El asunto se presta a hacer demagogia barata, a la que todos somos muy aficionados por estos pagos. Y más cuando nos sentimos a salvo del «problema». Cuando vivimos lejos de los sin-techo de la Gran Vía madrileña, por ejemplo, en un bonito y tranquilo barrio en el que jamás hemos tenido que salir corriendo, con nuestra hija pequeña en volandas, al tropezarnos con esa pobre señora que acampa bajo el escaparate de una famosa tienda que hace esquina con Callao y que, al carecer de baño «en suite», hace sus necesidades mayores y menores en la calle, rodeada de una multitud de turistas de fin de semana que vienen a visitar la capital y se van a su casa más contentos de lo que llegaron. Así, resulta fácil hablar en nombre de los derechos de los «ciudadanos» y de las intenciones poco tolerantes del alcalde. Así, es sencilla la prédica bienpensante. Quienes no padecen en la puerta de su casa dificultades de orden público, y de higiene pública, encuentran con más facilidad las palabras necesarias para ponerse contra la intención de Gallardón: «libertad, derechos, buen rollo, humanismo, progreso, solidaridad, no te cortes, exprésate, viva la gente…».
Pero la triste realidad del centro de Madrid es otra: la de una capital europea que ve cada día cómo su corazón se deslustra, se malogra, se ensombrece.
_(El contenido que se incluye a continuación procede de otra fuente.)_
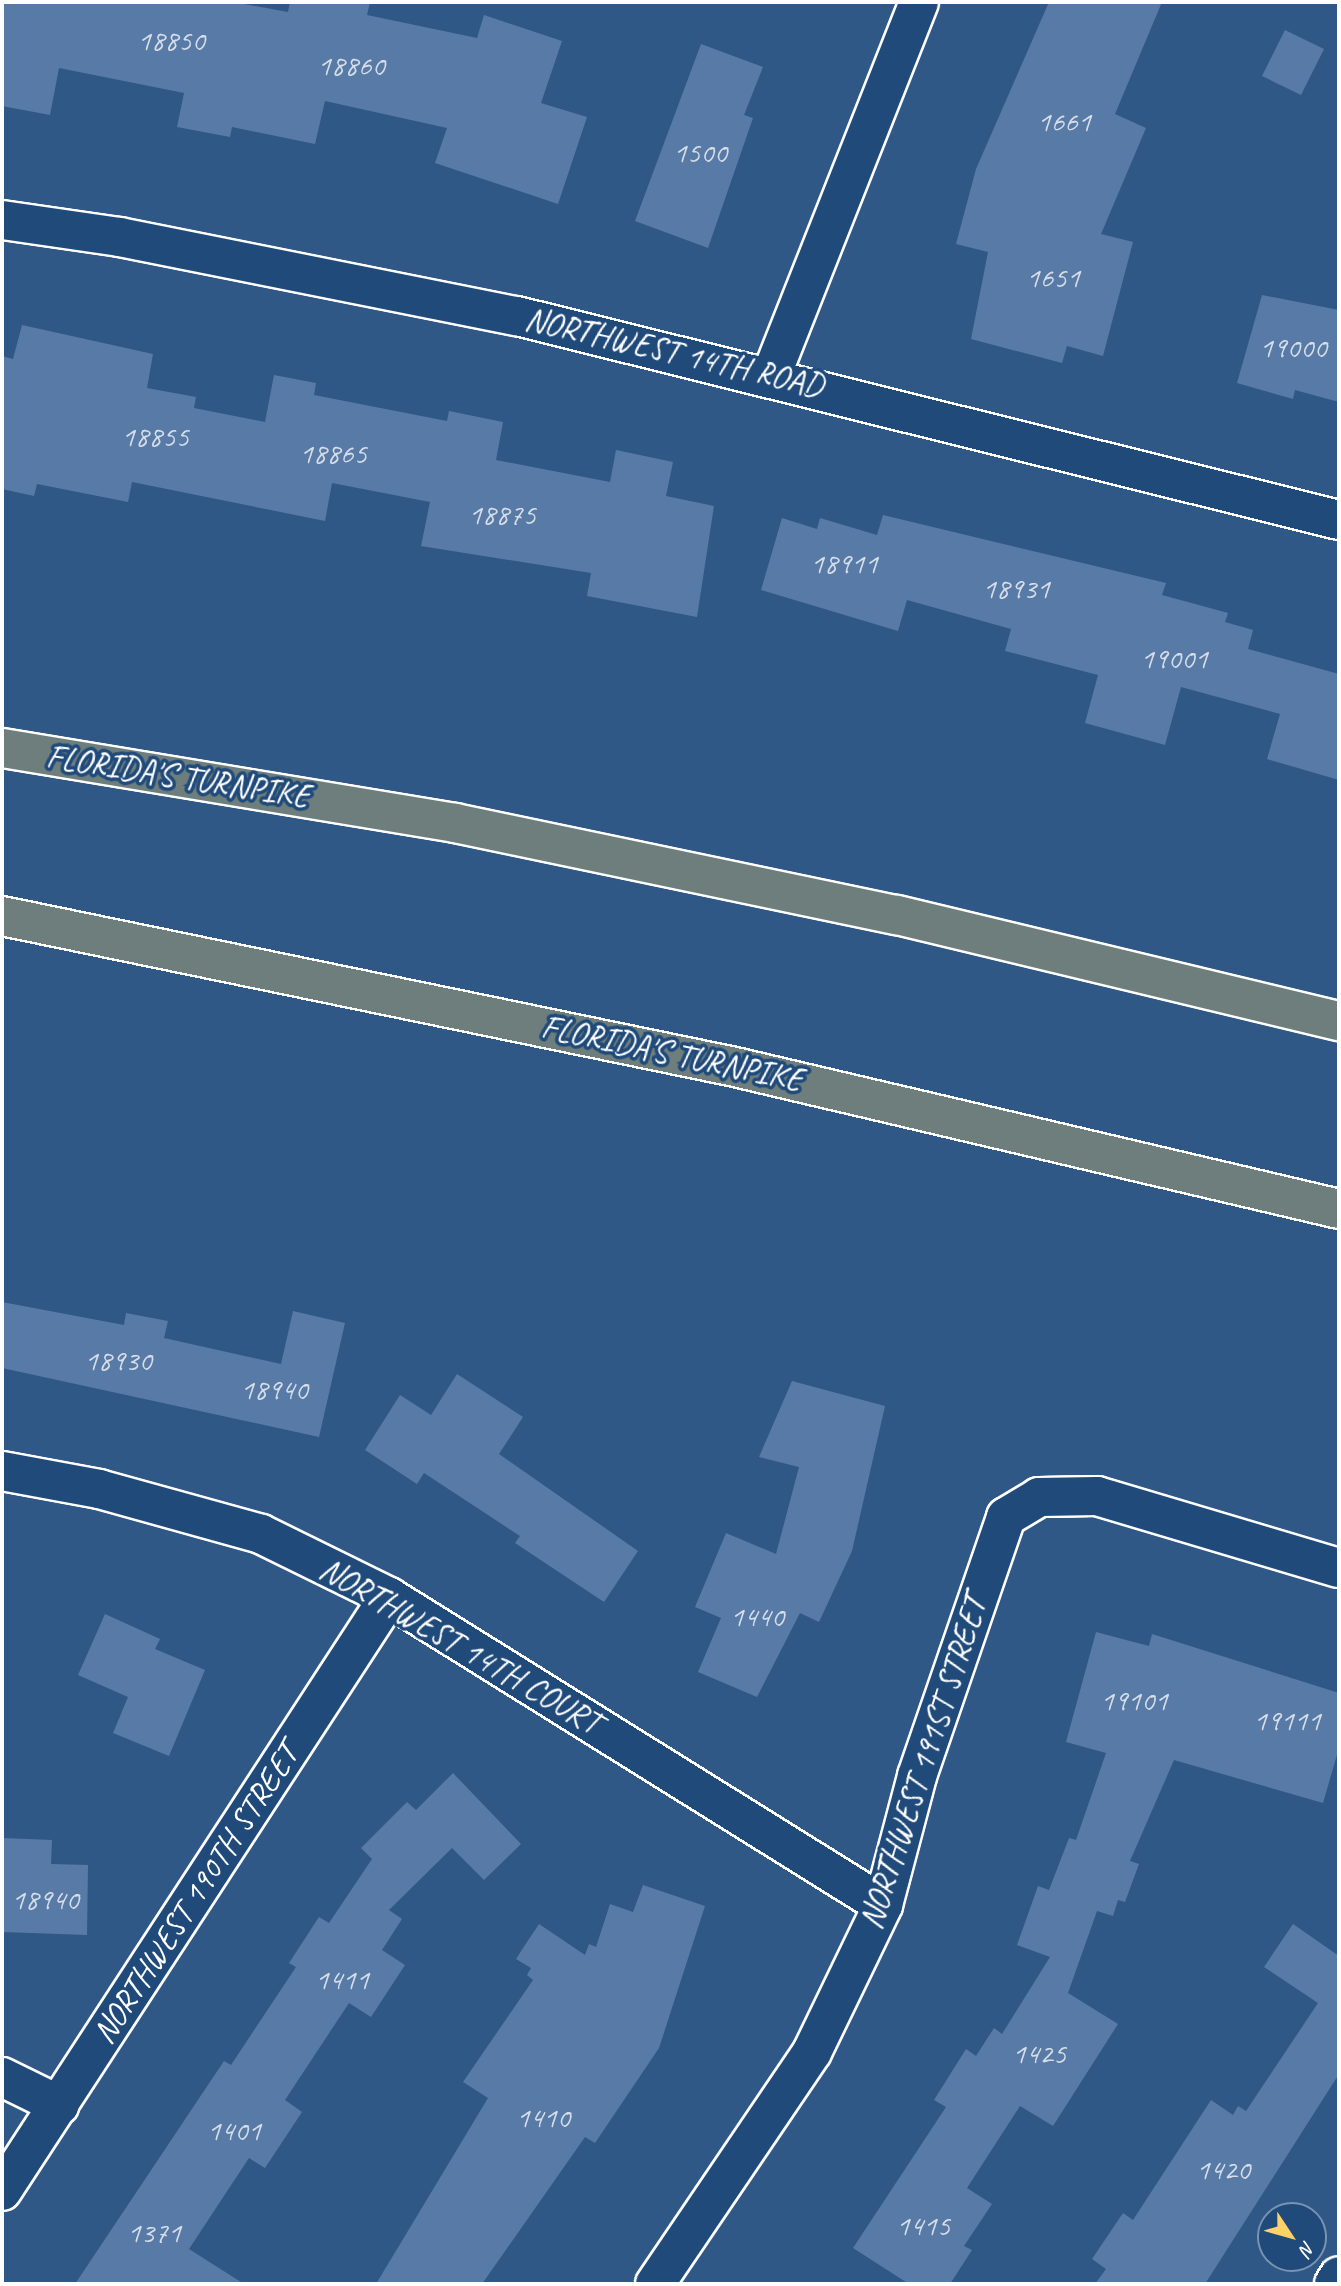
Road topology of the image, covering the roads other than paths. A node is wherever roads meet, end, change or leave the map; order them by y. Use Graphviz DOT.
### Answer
graph roads {
  1 [pos="919,2"];
  2 [pos="2,220"];
  3 [pos="771,376"];
  4 [pos="1339,520"];
  5 [pos="2,748"];
  6 [pos="2,916"];
  7 [pos="1339,1021"];
  8 [pos="1339,1209"];
  9 [pos="2,1471"];
  10 [pos="1339,1568"];
  11 [pos="389,1597"];
  12 [pos="883,1905"];
  13 [pos="2,2077"];
  14 [pos="59,2105"];
  15 [pos="2,2191"];
  16 [pos="1339,2276"];
  17 [pos="655,2284"];
  18 [pos="1334,2284"];
  1 -- 3 [label="street"];
  2 -- 3 [label="street, NORTHWEST 14TH ROAD"];
  3 -- 4 [label="street, NORTHWEST 14TH ROAD"];
  5 -- 7 [label="highway, FLORIDA'S TURNPIKE"];
  6 -- 8 [label="highway, FLORIDA'S TURNPIKE"];
  9 -- 11 [label="street, NORTHWEST 14TH COURT"];
  10 -- 12 [label="street, NORTHWEST 191ST STREET"];
  11 -- 12 [label="street, NORTHWEST 14TH COURT"];
  11 -- 14 [label="street, NORTHWEST 190TH STREET"];
  12 -- 17 [label="street, NORTHWEST 191ST STREET"];
  13 -- 14 [label="street"];
  14 -- 15 [label="street, NORTHWEST 190TH STREET"];
  16 -- 18 [label="street"];
}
Las parejas jóvenes lo abandonan cuando se plantean tener hijos. El centro agoniza. Putas y mendigos lo observan con ojos abatidos. Es arduo criar ahí a un niño que, cuando pise la acera, se verá obligado a caminar junto al rostro de la desesperanza, con su carga terrible de suciedad, dolencias y abandono.
Gallardón no desbarra: que un regidor municipal vele por el orden público de su ciudad no es incompatible con una actitud de humanidad y consuelo hacia los indigentes, muchos de ellos con enfermedades mentales graves o problemas de drogadicción y desarraigo que precisan atención urgente.